Reasons to Write: Handwriting

It is no mystery that that which is not used is soon lost. Do not moth and rust destroy? Must not skills be practiced to be maintained and developed? My own handwriting suffered deterioration as an adult for I used it less than I had in school and no longer made effort when I did write. I have been working since to recover. Does it matter though what my handwriting looks like or whether I write by hand at all? Anne Trubek of the New York times contends in The Sunday Review dated August 21, 2016 that "Handwriting Just Doesn't Matter." I read through her argument and when I came to the final paragraph I thought I saw just a flicker of resentment that might just be the cause of her position:
But as a left-hander with terrible handwriting who watched my son struggle to master cursive -- he had to stay inside during recess for much of the third grade because he wrote his j's backward -- that is a loss I can weather.
You can read her article here.

As a lover of the written word I have greater appreciation for the letters to the editor regarding this article. 

To quote Sam Goodyear,
True, typing is efficient. But a love letter? A letter of condolence? A shopping list for a quick trip to the grocery store? Email and texting are fine in their place, but there are limits. 
Besides, there is something beautiful in the personal distinctiveness in one's handwriting. Like one's face, it is shared by no one else.
Don't you love that thought? One's handwriting like one's face is shared by no one else. I do! 
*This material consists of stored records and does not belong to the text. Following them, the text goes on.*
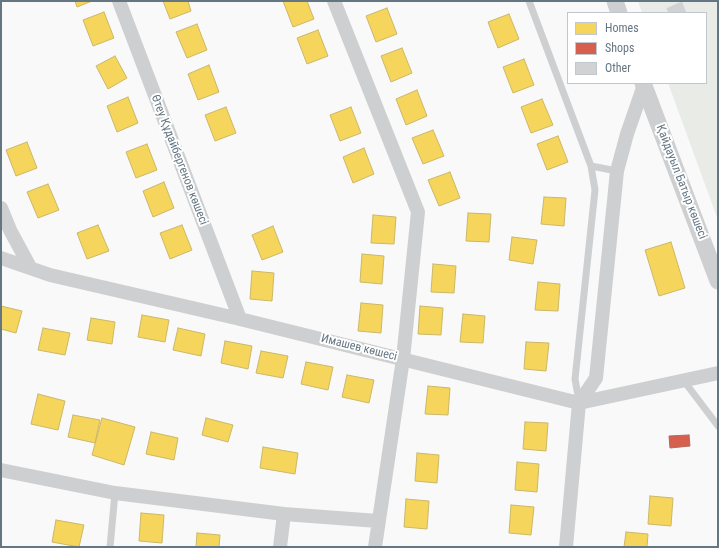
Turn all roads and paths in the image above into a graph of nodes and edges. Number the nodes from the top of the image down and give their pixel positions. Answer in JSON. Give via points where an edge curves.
{"nodes":[{"id":1,"x":119,"y":1,"type":"edge"},
{"id":2,"x":529,"y":1,"type":"edge"},
{"id":3,"x":615,"y":1,"type":"edge"},
{"id":4,"x":336,"y":2,"type":"edge"},
{"id":5,"x":619,"y":12,"type":"edge"},
{"id":6,"x":644,"y":84,"type":"edge"},
{"id":7,"x":591,"y":166,"type":"junction"},
{"id":8,"x":617,"y":171,"type":"junction"},
{"id":9,"x":1,"y":208,"type":"edge"},
{"id":10,"x":1,"y":258,"type":"edge"},
{"id":11,"x":30,"y":267,"type":"junction"},
{"id":12,"x":718,"y":281,"type":"edge"},
{"id":13,"x":240,"y":319,"type":"junction"},
{"id":14,"x":403,"y":359,"type":"junction"},
{"id":15,"x":718,"y":373,"type":"edge"},
{"id":16,"x":684,"y":381,"type":"junction"},
{"id":17,"x":579,"y":403,"type":"junction"},
{"id":18,"x":718,"y":426,"type":"edge"},
{"id":19,"x":1,"y":470,"type":"edge"},
{"id":20,"x":115,"y":493,"type":"junction"},
{"id":21,"x":284,"y":514,"type":"junction"},
{"id":22,"x":378,"y":521,"type":"junction"},
{"id":23,"x":110,"y":547,"type":"edge"},
{"id":24,"x":280,"y":547,"type":"edge"},
{"id":25,"x":375,"y":547,"type":"edge"},
{"id":26,"x":566,"y":547,"type":"edge"}],
"edges":[{"from":1,"to":13,"type":"street","name":"Өтеу Құдайбергенов көшесі"},
{"from":2,"to":7,"type":"lane"},
{"from":3,"to":5,"type":"street"},
{"from":4,"to":14,"type":"street","via":[[418,212]]},
{"from":6,"to":8,"type":"street"},
{"from":6,"to":12,"type":"street","name":"Қайдауыл Батыр көшесі"},
{"from":7,"to":8,"type":"lane"},
{"from":7,"to":17,"type":"lane","via":[[594,190],[575,379]]},
{"from":8,"to":17,"type":"street","via":[[596,378]]},
{"from":9,"to":11,"type":"street"},
{"from":10,"to":11,"type":"street","name":"Имашев көшесі"},
{"from":11,"to":13,"type":"street","name":"Имашев көшесі","via":[[50,275]]},
{"from":13,"to":14,"type":"street","name":"Имашев көшесі"},
{"from":14,"to":17,"type":"street","name":"Имашев көшесі"},
{"from":14,"to":22,"type":"street"},
{"from":15,"to":16,"type":"street","name":"Имашев көшесі"},
{"from":16,"to":17,"type":"street","name":"Имашев көшесі"},
{"from":16,"to":18,"type":"lane"},
{"from":17,"to":26,"type":"street"},
{"from":19,"to":20,"type":"street"},
{"from":20,"to":21,"type":"street"},
{"from":20,"to":23,"type":"lane"},
{"from":21,"to":22,"type":"street"},
{"from":21,"to":24,"type":"street"},
{"from":22,"to":25,"type":"street"}]}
You can read To the Editor here.


  1. Those darn Yankees they always think they have to one up us southerners . I agree with proffesors who say that there are limits when you cannot write cursive nor read it .I do believe a well rounded person definitely knows how to write and read cursive and I cannot imagine what sister Margaret where I went to school at the holy academy would have to say on this matter but I can certainly see her in the back of my mind just shaking her head at the deterioration of society . Yes folks that is what the decline and dissaperance of cursive writing will do and thank you mrs duffy for making me think about this some more .

    1. One day universities will probably offer classes on deciphering cursive. They'll start out as part of humanities programs then eventually people will be getting doctorates in handwriting. Just you wait!